Another way of free writing is a more directed approach of picking a topic. You can utilize a word or topic from your word jar, or pick a topic such as a recent trip, a pet, a holiday, work, a photograph etc. Once you have picked your topic, set your timer and off you go! Once again, don’t let your hand stop; keep the words and thoughts flowing and let your inhibitions go.

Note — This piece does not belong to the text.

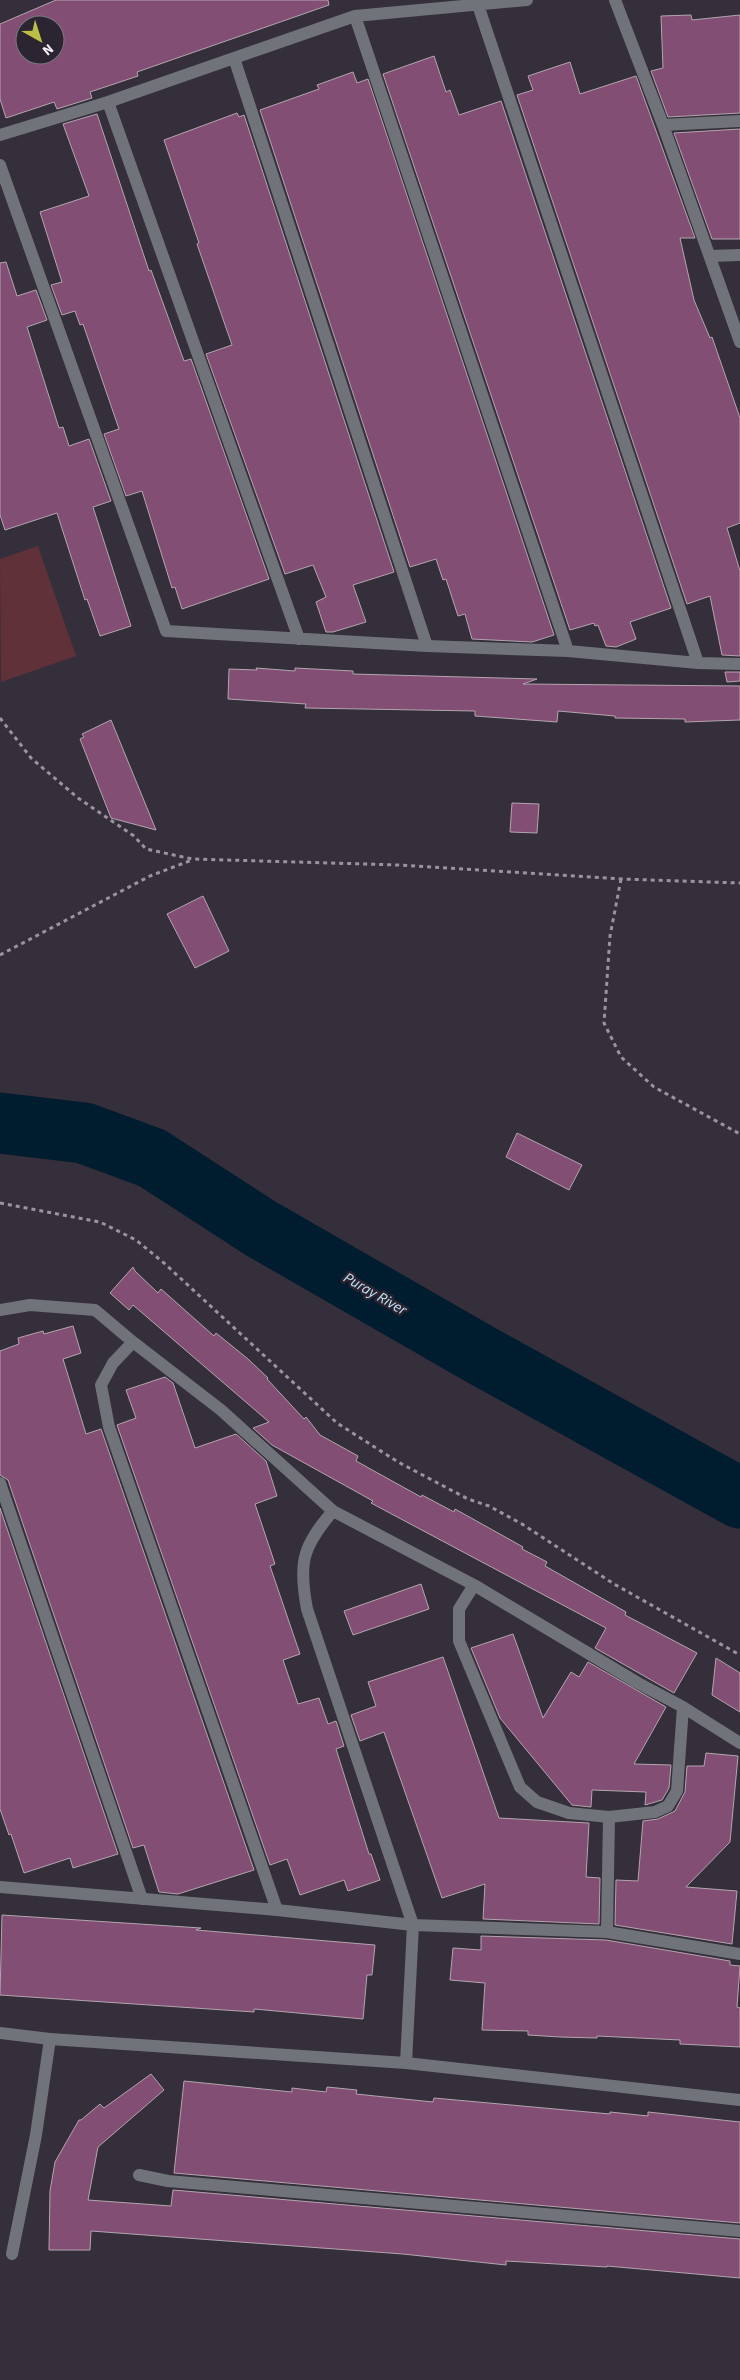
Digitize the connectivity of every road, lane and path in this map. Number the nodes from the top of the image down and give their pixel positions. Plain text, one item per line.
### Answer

DIRECTED FREE WRITING EXAMPLE

Journal Prompts

Journal Prompts
When sitting down to write in your journal it can be hard to know where to start. You psych yourself up to write, sit down with your journal and then stare blankly at the page. I know I have wasted a lot of time doing this. So I have developed a list of journal prompts to overcome the journal block!

 

Daydreams:
  • Describe your dream: partner, job, house, holiday.
  • If you were to organize a dream party whom would you invite and why?
  • What superhero/magical power would you like to have? Why? What would you use it for? Good/evil?
  • If you had 3 wishes, what would they be? Why?
  • If you were to win the lottery what would you do with the money?
Memories:
  • What is your earliest memory?
  • What is your most embarrassing moment?
  • What’s something you were afraid of as a child, or are still afraid of now?
  • What has been the most difficult thing you have done or decision you have made?
  • Who is someone you’ve lost? What are some of your memories about that person?
  • Describe your teachers at school/university.
  • Describe your work colleagues.
  • Describe your best childhood friend and your relationship with this person then and now.
  • What are your favourite or least favourite memories about holidays?

 

Write about your first:

  • Day of school/high school/university
  • Crush/partner
  • Best friend
  • Car
  • Home
  • Pet
  • Job
  • Child
Milestones:
  • Graduation
  • License
  • Wedding or divorce
  • Pregnancy
  • Childbirth
  • Job or career change, retirement
All about you:
  • What is your favourite place, food, movie, book, song, colour, animal, season, flower, and why?
  • What kind of day are you having, and why?
  • What do you like to do, and why? How does it make you feel?
  • Describe your happy place.
  • What is your relationship with your family?
  • If you have brothers or sisters, how are you similar to them or different from them?
  • What are your views on religion or politics?

There are so many more journal prompts out there. Try typing it into google and seeing what pops up!